15. CRIMINAL LAW — EVIDENCE FOUND INDEPENDENTLY RELEVANT — REFUSAL TO SEVER NOT ABUSE OF DISCRETION. — The evidence was found to be independently admissible under Rule 404(b); because each victim’s testimony would be admissible in the trial of the other to show appellant’s intent, motive, or common scheme or plan, the trial court did not abuse its discretion in refusing to sever the two cases.

16. CRIMINAL LAW — RAPE-SHIELD LAW — PHRASE “PRIOR SEXUAL CONDUCT” BROADLY INTERPRETED. — The rape-shield law provides for exclusion of evidence of any kind about the victim’s prior sexual conduct; the supreme court has interpreted the phrase, “prior sexual conduct,” in the rape-shield statute, Arkansas Code Annotated § 16-42-101(b), broadly so that it encompasses sexual conduct that occurs prior to trial, not just conduct occurring prior to the time of the alleged rape.

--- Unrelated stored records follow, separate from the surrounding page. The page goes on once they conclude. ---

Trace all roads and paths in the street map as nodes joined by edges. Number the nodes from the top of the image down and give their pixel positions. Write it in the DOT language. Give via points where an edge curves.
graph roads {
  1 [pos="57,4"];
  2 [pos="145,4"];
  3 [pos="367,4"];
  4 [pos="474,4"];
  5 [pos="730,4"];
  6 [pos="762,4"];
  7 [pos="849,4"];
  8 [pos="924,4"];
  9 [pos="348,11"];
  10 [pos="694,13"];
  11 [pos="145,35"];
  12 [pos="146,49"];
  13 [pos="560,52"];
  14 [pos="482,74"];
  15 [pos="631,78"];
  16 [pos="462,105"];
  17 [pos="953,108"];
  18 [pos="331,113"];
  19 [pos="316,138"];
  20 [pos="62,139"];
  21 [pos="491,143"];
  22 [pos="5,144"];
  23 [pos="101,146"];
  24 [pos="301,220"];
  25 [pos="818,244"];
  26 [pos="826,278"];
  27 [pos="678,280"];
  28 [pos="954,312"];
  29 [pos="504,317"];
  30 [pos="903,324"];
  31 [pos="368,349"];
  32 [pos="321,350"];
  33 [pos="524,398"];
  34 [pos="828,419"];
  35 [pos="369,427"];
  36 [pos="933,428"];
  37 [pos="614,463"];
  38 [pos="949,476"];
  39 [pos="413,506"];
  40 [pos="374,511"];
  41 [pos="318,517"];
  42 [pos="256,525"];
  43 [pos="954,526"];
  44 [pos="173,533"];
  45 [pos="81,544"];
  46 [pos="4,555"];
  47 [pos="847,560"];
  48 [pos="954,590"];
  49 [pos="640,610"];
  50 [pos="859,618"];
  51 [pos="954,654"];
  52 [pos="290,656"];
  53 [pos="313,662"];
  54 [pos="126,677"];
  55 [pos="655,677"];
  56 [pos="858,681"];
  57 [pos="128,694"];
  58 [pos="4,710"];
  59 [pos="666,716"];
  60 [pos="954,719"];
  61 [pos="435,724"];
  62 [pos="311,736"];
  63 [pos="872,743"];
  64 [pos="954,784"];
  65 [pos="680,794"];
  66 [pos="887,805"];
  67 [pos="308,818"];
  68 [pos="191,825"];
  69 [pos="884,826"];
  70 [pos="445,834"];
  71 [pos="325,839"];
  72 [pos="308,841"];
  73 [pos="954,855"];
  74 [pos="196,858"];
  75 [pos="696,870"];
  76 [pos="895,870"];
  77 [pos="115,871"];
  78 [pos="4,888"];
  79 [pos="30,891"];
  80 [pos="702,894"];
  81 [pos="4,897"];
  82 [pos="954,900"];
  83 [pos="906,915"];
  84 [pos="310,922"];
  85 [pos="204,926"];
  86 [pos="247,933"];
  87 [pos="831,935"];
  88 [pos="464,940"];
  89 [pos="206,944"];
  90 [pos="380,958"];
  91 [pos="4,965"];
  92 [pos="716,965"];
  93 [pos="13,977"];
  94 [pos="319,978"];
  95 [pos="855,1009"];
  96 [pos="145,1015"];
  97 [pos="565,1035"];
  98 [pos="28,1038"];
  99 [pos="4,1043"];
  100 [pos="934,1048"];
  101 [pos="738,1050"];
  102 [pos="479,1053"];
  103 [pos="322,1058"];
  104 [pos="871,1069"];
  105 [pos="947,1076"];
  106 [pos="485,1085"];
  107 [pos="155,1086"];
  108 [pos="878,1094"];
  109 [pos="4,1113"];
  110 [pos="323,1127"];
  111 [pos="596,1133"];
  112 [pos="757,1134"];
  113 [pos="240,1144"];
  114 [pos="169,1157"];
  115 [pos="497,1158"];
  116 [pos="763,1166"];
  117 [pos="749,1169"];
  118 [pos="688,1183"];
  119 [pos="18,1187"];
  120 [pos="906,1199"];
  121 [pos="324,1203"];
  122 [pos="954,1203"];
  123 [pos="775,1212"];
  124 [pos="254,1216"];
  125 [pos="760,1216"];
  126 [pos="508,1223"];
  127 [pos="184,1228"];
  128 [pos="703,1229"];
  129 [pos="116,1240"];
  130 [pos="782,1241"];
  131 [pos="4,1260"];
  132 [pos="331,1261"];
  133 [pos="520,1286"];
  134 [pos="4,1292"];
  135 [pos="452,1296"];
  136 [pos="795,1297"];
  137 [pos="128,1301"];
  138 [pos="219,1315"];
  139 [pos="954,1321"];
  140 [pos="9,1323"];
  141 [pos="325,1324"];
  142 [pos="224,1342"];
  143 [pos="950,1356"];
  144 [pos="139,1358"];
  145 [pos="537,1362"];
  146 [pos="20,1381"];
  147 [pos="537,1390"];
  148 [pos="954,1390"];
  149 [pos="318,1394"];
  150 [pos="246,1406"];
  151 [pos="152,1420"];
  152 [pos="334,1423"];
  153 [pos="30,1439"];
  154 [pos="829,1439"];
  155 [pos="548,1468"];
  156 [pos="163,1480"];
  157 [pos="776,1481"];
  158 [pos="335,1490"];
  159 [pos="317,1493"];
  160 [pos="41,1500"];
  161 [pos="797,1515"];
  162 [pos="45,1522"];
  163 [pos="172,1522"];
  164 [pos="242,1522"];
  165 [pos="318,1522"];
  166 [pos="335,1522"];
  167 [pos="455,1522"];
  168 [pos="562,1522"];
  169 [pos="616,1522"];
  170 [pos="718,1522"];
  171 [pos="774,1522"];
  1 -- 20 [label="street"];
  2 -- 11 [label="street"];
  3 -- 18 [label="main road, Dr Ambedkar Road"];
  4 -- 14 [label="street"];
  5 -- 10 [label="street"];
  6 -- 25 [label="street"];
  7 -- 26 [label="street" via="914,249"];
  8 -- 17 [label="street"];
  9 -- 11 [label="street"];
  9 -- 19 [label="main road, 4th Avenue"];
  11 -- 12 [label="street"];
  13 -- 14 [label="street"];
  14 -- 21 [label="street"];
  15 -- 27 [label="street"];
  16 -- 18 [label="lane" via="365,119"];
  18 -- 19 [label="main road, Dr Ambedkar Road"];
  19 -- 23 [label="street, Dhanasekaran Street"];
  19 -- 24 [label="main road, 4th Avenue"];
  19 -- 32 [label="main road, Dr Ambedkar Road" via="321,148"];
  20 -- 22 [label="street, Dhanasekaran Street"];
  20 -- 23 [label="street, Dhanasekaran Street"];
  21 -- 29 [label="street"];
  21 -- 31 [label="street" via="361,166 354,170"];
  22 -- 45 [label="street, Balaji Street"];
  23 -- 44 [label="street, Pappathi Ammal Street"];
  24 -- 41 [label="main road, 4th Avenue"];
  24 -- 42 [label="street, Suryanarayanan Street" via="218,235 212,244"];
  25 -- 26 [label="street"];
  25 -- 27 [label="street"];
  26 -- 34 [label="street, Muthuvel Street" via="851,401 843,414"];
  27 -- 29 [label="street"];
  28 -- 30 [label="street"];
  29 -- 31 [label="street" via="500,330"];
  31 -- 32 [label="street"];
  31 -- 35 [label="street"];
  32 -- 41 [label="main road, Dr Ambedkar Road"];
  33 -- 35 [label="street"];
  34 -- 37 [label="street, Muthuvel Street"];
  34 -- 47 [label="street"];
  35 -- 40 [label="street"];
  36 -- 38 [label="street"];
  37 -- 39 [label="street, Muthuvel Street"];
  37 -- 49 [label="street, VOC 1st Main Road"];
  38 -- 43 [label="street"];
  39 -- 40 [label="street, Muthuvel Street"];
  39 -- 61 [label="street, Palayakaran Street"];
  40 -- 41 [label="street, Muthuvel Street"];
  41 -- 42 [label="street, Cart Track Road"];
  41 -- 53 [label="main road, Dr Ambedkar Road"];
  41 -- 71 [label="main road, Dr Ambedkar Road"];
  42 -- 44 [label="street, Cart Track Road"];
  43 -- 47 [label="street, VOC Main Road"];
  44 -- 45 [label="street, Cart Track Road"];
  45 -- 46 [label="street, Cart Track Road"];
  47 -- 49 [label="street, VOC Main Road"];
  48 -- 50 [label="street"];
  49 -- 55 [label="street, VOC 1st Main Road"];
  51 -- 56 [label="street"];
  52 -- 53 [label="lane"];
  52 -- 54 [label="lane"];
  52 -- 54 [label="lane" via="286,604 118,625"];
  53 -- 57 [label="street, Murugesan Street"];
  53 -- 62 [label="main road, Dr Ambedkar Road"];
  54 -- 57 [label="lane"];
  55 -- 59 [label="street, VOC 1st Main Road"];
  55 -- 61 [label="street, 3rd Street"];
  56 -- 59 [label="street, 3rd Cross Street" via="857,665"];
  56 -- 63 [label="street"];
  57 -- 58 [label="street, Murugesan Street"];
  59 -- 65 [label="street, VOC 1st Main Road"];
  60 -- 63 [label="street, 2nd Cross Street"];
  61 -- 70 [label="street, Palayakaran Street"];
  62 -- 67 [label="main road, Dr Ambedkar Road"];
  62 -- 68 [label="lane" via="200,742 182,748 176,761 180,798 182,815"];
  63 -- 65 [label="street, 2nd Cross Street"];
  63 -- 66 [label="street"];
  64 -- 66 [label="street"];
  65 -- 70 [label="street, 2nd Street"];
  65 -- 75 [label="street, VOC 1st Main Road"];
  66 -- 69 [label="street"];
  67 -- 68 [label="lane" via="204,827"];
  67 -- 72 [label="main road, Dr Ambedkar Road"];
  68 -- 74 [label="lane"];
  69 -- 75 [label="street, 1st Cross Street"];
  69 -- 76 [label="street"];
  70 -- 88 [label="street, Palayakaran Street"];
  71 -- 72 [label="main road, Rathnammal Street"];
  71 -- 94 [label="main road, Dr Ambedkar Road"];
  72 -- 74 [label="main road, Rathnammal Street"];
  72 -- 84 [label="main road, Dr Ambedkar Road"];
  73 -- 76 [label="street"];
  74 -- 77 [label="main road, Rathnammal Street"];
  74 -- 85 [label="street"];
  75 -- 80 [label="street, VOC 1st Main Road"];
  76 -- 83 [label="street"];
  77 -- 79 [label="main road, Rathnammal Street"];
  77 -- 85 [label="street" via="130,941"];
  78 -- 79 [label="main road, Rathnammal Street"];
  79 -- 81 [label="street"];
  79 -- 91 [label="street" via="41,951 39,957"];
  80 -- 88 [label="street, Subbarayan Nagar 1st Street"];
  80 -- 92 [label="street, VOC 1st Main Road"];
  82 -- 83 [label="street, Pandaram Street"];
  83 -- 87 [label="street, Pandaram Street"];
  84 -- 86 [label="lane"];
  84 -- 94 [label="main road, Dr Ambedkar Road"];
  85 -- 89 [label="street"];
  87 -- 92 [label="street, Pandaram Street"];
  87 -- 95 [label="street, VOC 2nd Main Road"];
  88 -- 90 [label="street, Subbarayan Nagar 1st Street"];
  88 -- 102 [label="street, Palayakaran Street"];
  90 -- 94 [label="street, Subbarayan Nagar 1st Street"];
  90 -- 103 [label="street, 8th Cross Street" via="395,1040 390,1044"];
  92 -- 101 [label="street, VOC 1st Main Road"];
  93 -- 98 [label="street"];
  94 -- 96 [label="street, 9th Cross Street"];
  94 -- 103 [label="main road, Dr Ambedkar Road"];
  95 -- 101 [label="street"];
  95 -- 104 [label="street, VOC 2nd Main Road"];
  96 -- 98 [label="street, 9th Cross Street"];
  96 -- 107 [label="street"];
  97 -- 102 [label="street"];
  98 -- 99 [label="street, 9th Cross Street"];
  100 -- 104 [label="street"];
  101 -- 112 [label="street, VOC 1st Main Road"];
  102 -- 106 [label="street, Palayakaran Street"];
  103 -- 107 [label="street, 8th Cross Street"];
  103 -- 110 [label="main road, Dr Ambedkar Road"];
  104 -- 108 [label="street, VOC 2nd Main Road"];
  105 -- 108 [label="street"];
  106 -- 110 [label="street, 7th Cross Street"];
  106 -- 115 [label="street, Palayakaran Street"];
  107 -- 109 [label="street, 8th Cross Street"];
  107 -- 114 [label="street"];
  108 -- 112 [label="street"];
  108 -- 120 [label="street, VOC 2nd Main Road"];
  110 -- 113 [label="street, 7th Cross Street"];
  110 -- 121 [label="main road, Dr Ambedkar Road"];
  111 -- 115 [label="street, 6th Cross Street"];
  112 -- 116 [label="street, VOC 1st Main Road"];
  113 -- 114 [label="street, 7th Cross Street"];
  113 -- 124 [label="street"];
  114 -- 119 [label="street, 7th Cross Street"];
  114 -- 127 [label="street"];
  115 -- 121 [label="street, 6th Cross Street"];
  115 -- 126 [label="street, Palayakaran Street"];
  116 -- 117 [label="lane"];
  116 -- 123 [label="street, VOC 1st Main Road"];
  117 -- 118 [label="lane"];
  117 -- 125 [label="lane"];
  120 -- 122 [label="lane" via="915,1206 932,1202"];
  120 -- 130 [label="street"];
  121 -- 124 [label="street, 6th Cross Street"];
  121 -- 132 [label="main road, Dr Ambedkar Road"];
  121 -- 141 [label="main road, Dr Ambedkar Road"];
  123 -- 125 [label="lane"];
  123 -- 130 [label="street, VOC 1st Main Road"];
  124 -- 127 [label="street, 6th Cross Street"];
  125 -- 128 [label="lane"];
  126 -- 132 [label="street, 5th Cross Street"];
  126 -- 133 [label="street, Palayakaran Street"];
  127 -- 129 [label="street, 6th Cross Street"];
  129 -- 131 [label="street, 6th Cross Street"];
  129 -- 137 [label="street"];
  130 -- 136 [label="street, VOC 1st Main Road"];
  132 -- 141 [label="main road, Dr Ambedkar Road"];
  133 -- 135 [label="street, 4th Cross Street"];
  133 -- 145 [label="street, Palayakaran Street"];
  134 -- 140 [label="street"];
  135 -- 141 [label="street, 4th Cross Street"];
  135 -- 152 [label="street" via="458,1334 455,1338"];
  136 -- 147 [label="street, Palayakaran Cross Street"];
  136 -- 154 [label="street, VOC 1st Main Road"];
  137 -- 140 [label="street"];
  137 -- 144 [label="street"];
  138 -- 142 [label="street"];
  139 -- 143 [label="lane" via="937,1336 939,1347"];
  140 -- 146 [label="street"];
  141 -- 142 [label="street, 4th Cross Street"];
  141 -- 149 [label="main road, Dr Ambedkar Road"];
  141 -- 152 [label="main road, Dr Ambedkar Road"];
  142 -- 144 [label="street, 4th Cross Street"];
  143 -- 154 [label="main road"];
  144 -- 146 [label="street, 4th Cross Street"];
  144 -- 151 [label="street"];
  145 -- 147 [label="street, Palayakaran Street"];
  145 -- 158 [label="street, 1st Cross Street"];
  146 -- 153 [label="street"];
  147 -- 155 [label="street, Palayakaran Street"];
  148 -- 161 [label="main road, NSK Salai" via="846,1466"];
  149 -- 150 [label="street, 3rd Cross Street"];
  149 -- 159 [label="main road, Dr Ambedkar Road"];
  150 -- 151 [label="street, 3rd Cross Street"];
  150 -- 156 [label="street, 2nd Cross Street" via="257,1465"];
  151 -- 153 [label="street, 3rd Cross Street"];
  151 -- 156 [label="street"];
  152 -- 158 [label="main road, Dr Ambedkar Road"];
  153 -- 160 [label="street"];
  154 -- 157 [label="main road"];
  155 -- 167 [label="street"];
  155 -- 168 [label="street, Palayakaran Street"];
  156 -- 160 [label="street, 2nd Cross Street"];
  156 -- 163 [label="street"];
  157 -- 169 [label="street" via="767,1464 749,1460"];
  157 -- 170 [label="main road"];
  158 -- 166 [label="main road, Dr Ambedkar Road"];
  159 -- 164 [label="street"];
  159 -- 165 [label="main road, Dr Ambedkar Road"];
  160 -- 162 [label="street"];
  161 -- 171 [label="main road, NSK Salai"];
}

17. CRIMINAL LAW — RAPE-SHIELD LAW — PURPOSE. — The purpose of the statute is to shield victims of rape or sexual abuse from the humiliation of having their personal conduct, unrelated to the charges pending, paraded before the jury and the public when such conduct is irrelevant to the defendant’s guilt; accordingly, the trial court is vested with a great deal of discretion in determining whether evidence is relevant, and the supreme court will not overturn the trial court’s decision unless it constitutes clear error or a manifest abuse of discretion.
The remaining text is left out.